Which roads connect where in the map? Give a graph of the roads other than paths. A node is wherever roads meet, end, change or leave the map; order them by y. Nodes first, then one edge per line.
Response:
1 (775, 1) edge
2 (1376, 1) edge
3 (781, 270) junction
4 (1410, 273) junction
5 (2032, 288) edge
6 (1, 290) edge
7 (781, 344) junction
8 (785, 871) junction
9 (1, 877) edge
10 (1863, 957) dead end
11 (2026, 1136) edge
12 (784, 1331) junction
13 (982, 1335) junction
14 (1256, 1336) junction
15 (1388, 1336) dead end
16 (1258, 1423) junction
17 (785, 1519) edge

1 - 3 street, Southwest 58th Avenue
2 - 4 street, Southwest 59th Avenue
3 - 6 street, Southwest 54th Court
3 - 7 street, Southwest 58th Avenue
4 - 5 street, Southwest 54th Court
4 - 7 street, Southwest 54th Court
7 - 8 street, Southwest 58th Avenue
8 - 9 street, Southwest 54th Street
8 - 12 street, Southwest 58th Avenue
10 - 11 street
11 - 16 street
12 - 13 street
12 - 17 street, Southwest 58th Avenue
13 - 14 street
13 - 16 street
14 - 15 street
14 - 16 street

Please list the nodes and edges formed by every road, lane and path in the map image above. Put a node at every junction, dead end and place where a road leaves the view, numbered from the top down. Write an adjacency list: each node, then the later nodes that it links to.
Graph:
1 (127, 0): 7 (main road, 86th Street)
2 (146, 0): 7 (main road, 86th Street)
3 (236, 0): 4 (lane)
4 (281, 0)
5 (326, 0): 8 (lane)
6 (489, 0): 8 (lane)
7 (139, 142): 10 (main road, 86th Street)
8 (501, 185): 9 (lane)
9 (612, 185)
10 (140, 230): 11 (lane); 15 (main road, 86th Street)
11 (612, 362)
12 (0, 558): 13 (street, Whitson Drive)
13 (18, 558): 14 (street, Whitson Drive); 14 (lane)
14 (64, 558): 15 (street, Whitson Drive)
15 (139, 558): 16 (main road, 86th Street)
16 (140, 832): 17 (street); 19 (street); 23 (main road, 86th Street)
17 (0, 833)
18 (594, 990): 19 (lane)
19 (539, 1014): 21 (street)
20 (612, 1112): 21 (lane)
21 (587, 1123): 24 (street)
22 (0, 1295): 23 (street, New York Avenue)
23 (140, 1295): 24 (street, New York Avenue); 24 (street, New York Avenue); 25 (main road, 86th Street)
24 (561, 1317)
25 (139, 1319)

━━━━

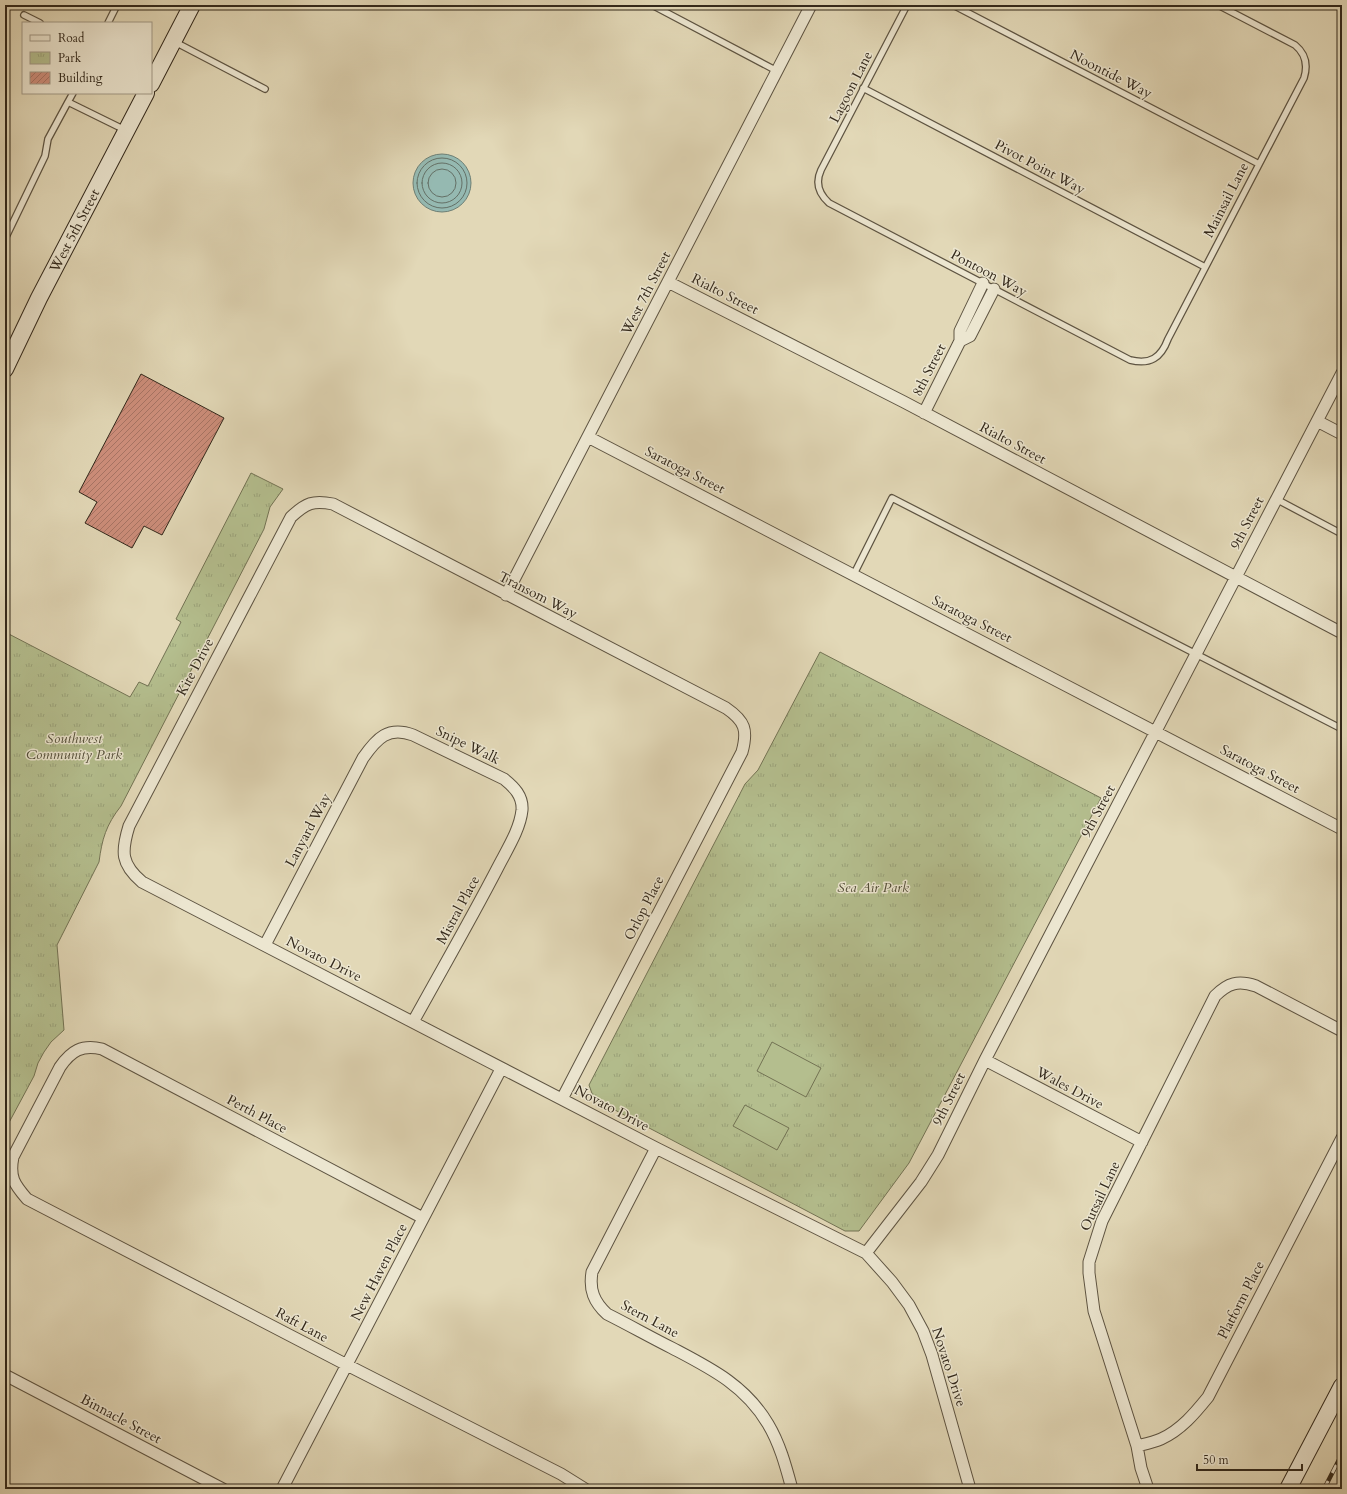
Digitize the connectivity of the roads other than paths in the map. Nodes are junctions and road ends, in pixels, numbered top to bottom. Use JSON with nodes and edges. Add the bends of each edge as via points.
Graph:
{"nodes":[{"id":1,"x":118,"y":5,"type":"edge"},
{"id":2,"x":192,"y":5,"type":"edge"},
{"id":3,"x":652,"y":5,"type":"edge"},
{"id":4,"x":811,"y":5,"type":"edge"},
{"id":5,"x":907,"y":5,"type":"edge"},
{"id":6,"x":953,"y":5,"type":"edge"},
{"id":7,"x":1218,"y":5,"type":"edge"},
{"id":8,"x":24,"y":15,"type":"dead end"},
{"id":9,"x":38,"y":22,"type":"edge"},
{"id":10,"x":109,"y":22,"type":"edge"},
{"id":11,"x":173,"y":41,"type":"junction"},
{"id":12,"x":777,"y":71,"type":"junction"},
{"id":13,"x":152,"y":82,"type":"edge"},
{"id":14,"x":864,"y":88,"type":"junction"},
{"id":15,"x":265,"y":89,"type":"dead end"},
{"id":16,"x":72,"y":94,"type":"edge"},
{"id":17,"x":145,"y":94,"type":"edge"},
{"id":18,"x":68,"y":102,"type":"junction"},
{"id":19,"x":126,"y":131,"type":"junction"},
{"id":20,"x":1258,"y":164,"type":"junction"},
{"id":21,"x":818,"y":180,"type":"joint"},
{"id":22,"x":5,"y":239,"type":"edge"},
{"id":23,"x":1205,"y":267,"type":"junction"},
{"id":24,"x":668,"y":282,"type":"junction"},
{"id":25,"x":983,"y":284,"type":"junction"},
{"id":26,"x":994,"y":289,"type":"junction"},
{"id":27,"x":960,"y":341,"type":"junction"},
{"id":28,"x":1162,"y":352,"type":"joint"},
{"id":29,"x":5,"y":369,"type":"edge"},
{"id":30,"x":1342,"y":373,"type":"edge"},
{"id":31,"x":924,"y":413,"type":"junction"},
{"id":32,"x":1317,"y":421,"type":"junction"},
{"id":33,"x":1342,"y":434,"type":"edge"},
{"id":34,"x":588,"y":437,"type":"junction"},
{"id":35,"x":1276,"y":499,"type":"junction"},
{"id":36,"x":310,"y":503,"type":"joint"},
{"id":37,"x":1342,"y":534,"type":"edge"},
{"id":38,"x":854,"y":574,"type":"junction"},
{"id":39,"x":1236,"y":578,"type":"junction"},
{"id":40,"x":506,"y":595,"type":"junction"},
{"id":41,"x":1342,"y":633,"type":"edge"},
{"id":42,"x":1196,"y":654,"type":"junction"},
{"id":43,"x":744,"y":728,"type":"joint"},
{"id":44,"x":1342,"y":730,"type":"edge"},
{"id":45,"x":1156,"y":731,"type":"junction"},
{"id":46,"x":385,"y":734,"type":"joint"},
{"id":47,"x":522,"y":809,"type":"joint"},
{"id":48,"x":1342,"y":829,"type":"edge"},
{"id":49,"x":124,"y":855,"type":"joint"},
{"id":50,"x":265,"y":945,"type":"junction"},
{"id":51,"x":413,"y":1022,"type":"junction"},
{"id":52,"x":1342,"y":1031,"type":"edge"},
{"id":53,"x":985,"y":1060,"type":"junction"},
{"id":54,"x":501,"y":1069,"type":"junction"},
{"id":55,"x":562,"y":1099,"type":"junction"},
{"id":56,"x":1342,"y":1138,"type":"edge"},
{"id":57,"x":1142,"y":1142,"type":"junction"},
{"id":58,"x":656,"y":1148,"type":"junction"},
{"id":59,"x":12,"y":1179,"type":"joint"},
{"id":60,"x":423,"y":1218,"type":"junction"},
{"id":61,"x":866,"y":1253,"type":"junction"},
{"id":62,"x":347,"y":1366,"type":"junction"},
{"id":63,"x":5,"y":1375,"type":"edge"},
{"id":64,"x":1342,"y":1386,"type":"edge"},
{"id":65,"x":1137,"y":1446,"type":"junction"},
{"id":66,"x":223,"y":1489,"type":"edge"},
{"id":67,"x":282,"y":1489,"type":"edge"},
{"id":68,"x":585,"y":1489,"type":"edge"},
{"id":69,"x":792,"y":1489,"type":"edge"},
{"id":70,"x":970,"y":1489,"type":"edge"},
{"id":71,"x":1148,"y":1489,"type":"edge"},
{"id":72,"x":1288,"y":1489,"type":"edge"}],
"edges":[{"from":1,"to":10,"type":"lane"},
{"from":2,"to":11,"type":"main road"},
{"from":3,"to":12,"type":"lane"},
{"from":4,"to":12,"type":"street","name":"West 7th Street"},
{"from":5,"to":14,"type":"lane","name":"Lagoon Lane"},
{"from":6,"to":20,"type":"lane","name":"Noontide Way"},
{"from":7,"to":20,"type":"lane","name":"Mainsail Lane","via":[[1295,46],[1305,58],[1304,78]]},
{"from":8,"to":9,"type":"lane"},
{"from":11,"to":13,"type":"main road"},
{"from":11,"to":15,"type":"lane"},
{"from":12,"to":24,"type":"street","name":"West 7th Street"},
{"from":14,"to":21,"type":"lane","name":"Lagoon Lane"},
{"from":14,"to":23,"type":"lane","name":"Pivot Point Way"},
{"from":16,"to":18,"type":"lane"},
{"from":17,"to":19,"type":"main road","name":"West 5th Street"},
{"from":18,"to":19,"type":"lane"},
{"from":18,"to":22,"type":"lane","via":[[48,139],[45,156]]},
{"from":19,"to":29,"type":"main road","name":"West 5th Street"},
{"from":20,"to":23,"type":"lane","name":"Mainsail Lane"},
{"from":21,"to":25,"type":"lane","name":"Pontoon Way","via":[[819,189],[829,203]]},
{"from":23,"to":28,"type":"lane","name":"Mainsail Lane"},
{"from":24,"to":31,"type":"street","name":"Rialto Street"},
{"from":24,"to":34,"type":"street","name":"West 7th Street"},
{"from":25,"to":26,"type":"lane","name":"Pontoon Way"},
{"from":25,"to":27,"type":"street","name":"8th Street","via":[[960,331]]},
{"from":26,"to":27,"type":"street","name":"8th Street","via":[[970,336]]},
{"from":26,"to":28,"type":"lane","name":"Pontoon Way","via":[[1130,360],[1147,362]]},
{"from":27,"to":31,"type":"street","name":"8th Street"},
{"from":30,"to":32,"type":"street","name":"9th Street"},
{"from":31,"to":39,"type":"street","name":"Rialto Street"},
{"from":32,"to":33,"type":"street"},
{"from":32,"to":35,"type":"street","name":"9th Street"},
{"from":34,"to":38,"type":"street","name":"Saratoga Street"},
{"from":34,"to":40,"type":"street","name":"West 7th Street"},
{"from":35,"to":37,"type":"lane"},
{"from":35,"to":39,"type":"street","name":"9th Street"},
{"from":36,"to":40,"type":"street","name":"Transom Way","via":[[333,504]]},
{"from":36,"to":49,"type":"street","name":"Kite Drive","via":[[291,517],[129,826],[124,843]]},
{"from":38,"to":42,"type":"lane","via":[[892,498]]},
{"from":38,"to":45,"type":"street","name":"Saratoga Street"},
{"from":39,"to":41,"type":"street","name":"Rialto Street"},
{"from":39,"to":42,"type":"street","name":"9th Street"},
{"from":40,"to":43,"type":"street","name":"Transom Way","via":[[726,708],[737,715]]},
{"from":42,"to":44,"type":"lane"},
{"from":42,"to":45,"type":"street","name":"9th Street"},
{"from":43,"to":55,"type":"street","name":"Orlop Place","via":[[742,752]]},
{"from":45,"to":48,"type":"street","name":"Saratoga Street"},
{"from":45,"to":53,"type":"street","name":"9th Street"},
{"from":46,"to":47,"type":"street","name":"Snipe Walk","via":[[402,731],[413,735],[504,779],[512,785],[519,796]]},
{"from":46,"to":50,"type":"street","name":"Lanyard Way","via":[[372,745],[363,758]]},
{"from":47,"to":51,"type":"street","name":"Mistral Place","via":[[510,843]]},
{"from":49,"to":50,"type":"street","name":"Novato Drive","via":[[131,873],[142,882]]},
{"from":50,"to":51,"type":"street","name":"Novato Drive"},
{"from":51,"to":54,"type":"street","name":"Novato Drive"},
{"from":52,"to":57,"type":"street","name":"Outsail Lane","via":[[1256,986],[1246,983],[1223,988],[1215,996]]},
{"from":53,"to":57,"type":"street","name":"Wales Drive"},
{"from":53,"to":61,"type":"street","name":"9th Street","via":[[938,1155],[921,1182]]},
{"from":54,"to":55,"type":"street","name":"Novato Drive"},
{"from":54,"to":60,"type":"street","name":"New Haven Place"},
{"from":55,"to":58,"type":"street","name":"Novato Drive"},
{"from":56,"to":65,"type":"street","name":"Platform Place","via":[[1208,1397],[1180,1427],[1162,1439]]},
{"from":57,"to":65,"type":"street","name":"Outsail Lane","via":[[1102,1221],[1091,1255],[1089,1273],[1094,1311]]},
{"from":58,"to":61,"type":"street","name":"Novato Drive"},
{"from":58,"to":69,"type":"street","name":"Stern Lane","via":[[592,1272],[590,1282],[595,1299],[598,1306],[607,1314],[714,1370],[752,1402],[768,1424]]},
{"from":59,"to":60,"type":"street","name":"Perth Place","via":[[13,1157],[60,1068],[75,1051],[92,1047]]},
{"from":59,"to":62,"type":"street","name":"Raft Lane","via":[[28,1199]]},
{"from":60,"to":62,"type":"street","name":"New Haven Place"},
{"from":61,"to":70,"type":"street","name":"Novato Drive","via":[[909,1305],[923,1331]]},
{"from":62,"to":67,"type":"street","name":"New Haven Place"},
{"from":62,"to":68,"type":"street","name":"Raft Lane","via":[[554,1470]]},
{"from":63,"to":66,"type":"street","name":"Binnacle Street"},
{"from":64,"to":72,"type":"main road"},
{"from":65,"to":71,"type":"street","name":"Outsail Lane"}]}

━━━━

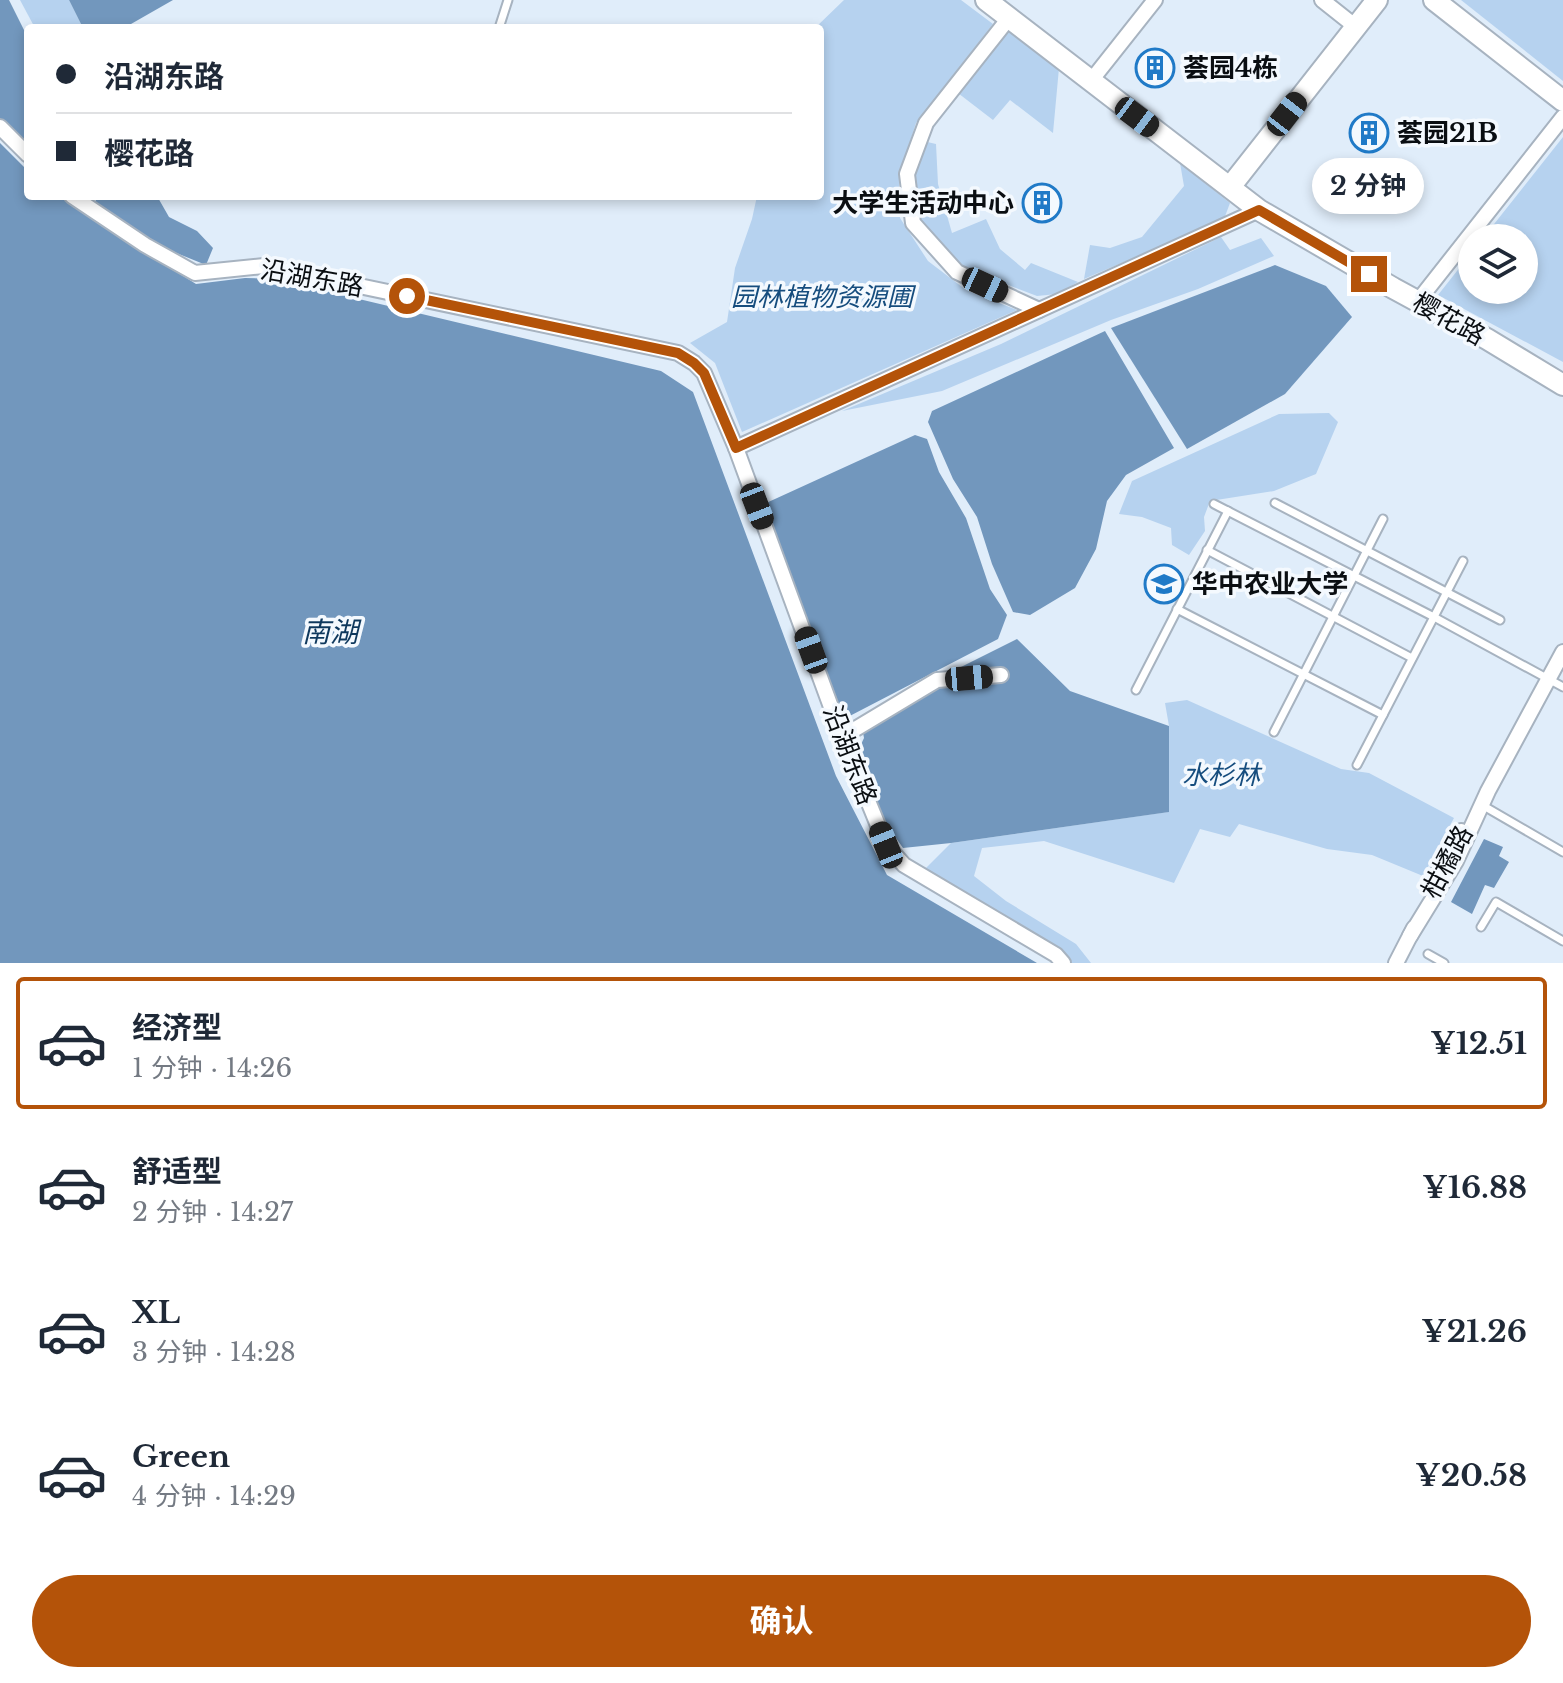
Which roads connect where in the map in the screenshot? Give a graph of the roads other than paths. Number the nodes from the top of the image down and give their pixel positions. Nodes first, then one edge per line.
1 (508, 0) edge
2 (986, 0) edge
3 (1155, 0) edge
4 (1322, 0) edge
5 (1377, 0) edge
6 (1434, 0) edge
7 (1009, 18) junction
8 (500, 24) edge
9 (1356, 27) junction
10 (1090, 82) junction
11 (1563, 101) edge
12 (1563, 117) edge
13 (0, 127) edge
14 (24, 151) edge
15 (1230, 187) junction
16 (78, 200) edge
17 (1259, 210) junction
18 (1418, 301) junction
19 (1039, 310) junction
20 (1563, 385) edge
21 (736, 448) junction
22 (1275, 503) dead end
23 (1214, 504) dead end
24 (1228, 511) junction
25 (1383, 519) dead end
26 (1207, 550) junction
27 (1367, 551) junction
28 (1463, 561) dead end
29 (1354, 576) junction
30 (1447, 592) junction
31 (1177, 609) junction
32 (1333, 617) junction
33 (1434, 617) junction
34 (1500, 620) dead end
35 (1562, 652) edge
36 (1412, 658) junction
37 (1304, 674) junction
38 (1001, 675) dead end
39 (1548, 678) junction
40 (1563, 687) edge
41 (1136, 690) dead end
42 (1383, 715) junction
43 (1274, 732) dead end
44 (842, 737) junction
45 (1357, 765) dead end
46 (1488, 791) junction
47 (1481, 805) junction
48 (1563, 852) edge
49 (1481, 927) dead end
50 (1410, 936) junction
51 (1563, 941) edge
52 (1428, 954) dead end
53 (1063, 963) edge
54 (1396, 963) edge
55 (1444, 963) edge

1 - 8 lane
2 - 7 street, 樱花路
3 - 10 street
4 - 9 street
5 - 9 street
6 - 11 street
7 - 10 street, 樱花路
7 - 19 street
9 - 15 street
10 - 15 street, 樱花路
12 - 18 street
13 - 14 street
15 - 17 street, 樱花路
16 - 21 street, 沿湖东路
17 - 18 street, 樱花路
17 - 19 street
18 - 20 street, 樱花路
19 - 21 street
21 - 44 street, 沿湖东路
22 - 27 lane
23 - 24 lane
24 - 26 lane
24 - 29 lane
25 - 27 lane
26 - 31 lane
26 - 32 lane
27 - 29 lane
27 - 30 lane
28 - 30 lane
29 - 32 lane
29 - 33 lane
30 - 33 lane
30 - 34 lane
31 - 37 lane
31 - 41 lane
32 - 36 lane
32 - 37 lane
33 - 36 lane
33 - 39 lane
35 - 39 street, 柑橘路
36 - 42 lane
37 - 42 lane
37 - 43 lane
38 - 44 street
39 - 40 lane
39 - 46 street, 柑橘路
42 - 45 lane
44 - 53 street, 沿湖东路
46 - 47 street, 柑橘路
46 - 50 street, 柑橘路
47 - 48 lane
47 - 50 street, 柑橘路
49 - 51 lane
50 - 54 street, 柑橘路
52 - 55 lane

━━━━

In the listing above, locate the line with "Which roads connect where in the map?" and the line with "Please list the", then extract exactly those lines and every line between them, and nothing more.

Which roads connect where in the map? Give a graph of the roads other than paths. A node is wherever roads meet, end, change or leave the map; order them by y. Nodes first, then one edge per line.
Response:
1 (775, 1) edge
2 (1376, 1) edge
3 (781, 270) junction
4 (1410, 273) junction
5 (2032, 288) edge
6 (1, 290) edge
7 (781, 344) junction
8 (785, 871) junction
9 (1, 877) edge
10 (1863, 957) dead end
11 (2026, 1136) edge
12 (784, 1331) junction
13 (982, 1335) junction
14 (1256, 1336) junction
15 (1388, 1336) dead end
16 (1258, 1423) junction
17 (785, 1519) edge

1 - 3 street, Southwest 58th Avenue
2 - 4 street, Southwest 59th Avenue
3 - 6 street, Southwest 54th Court
3 - 7 street, Southwest 58th Avenue
4 - 5 street, Southwest 54th Court
4 - 7 street, Southwest 54th Court
7 - 8 street, Southwest 58th Avenue
8 - 9 street, Southwest 54th Street
8 - 12 street, Southwest 58th Avenue
10 - 11 street
11 - 16 street
12 - 13 street
12 - 17 street, Southwest 58th Avenue
13 - 14 street
13 - 16 street
14 - 15 street
14 - 16 street

Please list the nodes and edges formed by every road, lane and path in the map image above. Put a node at every junction, dead end and place where a road leaves the view, numbered from the top down. Write an adjacency list: each node, then the later nodes that it links to.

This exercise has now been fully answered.